A snapshot of tablet use in British schools

The adoption of tablet technology in schools has not always come with positive news. As we move from the ‘innovators’ into the ‘early adopter’ phase of the technology adoption life-cycle, we are starting to see a realisation that successful implementation requires an understanding of the technology’s full potential, rather than simply a consideration of the hardware itself.

Our annual ICT in UK state schools research into 1,238 schools (731 primary and 507 secondary) issued in September 2013 revealed that 24 per cent of schools plan to invest more than expected in ICT this year (2014/15). The investment in desktop and laptop computers remains fairly static. It is a shift in investment towards tablet technology which is increasing. 25 per cent of schools indicated that investment in pupil PCs and specifically tablets will be one of the main areas of spend, which is good news so far.
However, at this early phase in the technology adoption life cycle, schools must carefully consider all aspects of the use of mobile solutions in the classroom before investment.

Gaining an insight into how tablets are being used to enhance teaching and learning means that planning for implementations and professional development can make the most of the learning opportunities that these devices have the potential to enable.

Making it work
Our research suggests that schools recognise the importance of developing a full understanding of the factors affecting successful implementation; approximately 40 per cent of the teachers surveyed stressed that they will require training into the use of tablet technology.
One BESA member, LearnPad Group, who supplies educationally aligned tablets into schools, has always stressed that the successful outcome of any tablet implementation is not based on the hardware. Nik Tuson, managing director at LearnPad, explains: “Ultimately a tablet is a tablet. A positive outcome from an investment in tablet technology is based on the content. This is not just the learning content from high quality education suppliers, but also the management system which gives teachers the power to supervise the activities the children are carrying out. Being able to display any child’s display on the classroom whiteboard, block another child’s activity and restrict access only to approved websites are all features of a tablet management system that help define effective classroom use.”
As the trend for hardware in schools moves towards mobile devices, the demand for continuous site Wi-Fi access increases accordingly. In the past, schools may have considered themselves well‑resourced with Wi-Fi if they had access in administrative areas, staff rooms and library/resource centres. Such access may now be considered limiting as teachers and pupils need Wi-Fi access in classrooms.

Effective classroom use
Our most recent research published at Bett 2014 in January was carried out in association with ICT association Naace. This research also found an increasing trend towards the use of mobile devices in schools as teachers and pupils become more familiar with using tablets as part of their learning experiences.
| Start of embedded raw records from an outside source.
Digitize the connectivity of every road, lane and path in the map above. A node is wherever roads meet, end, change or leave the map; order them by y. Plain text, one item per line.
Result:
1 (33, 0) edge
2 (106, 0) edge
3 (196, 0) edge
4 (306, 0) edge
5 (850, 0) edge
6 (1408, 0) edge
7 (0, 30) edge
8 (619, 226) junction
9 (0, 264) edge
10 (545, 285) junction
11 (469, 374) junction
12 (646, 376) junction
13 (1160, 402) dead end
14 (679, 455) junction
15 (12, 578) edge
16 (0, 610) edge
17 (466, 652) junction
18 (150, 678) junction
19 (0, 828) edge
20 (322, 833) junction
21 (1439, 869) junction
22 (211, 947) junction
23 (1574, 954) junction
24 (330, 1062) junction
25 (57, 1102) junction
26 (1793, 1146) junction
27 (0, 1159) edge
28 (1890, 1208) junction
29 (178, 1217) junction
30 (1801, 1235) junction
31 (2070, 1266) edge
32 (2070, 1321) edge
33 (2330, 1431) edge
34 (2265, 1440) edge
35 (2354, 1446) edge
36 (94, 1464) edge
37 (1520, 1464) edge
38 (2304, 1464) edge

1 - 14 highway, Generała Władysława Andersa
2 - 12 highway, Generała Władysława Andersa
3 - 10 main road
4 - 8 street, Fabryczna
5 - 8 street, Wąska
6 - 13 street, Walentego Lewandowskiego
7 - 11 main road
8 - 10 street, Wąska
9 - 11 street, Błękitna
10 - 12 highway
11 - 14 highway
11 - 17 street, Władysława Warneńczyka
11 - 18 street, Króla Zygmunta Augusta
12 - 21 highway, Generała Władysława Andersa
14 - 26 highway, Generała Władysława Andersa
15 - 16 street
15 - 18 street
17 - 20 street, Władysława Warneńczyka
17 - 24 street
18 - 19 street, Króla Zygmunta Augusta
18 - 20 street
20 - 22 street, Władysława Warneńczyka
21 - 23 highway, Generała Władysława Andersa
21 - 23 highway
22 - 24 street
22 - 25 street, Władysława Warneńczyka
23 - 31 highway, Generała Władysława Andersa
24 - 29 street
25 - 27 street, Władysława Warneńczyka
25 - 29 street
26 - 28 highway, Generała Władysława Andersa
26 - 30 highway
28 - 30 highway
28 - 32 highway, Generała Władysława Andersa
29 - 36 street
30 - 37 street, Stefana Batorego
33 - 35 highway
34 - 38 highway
The report, Evolving Pedagogies for mobile technology in schools, focused on how tablet technology is used in schools from initial implementation onwards. The findings revealed that the application of the tablet technology does change through time. Schools start by using them for creator/consumer activities in the early adopter phase, to community activities at the later stage of implementation, with teachers increasing the use of the technology over time.
Catalysts for effective classroom use include time for familiarisation, experimentation and regular training, backing up our previous research where teachers stressed a need for training. The Naace research also highlighted the point made by BESA member LearnPad. The schools who took part in the Naace study indicated that being able to mirror the pupil device display on to a large screen or interactive whiteboard was an important part of the progression of use over time. Other factors included reliable internet connectivity and the availability of tools and apps designed for learning, rather than ‘focused solely on engagement or ‘edutainment.’
Evidence for the study was collected from teachers at the initial stages of tablet implementation and compared with teachers who had used the technology for a year. Different tablet types were used by the teachers, but a similar range of learning activities were apparent despite these differences.
The study focused on pedagogies for effective teaching and learning, rather than including other uses of technology that might be more administrative or organisational.
In terms of the technology’s use, referring to research by Melhuish and Falloon (2010) and Clarke and Svanaes (2012), the study concluded that the use of mobile technologies can increase collaboration and communication in the classroom including peer feedback and facilitated engagement with learning.

Taking the findings forward
While the scale of this project was very small, with teachers from five schools being surveyed, informal conversations with a range of educators seems to indicate that the conclusions of the study are valid. As the adoption of mobile technology in schools increases, it is important to understand the factors that facilitate learning to ensure their success. Whilst not conclusive, when compared to other studies, it appears that inclusive tools designed to manage classroom use, the availability of appropriate learning resources along with initial training and adequate time for familiarisation are vital.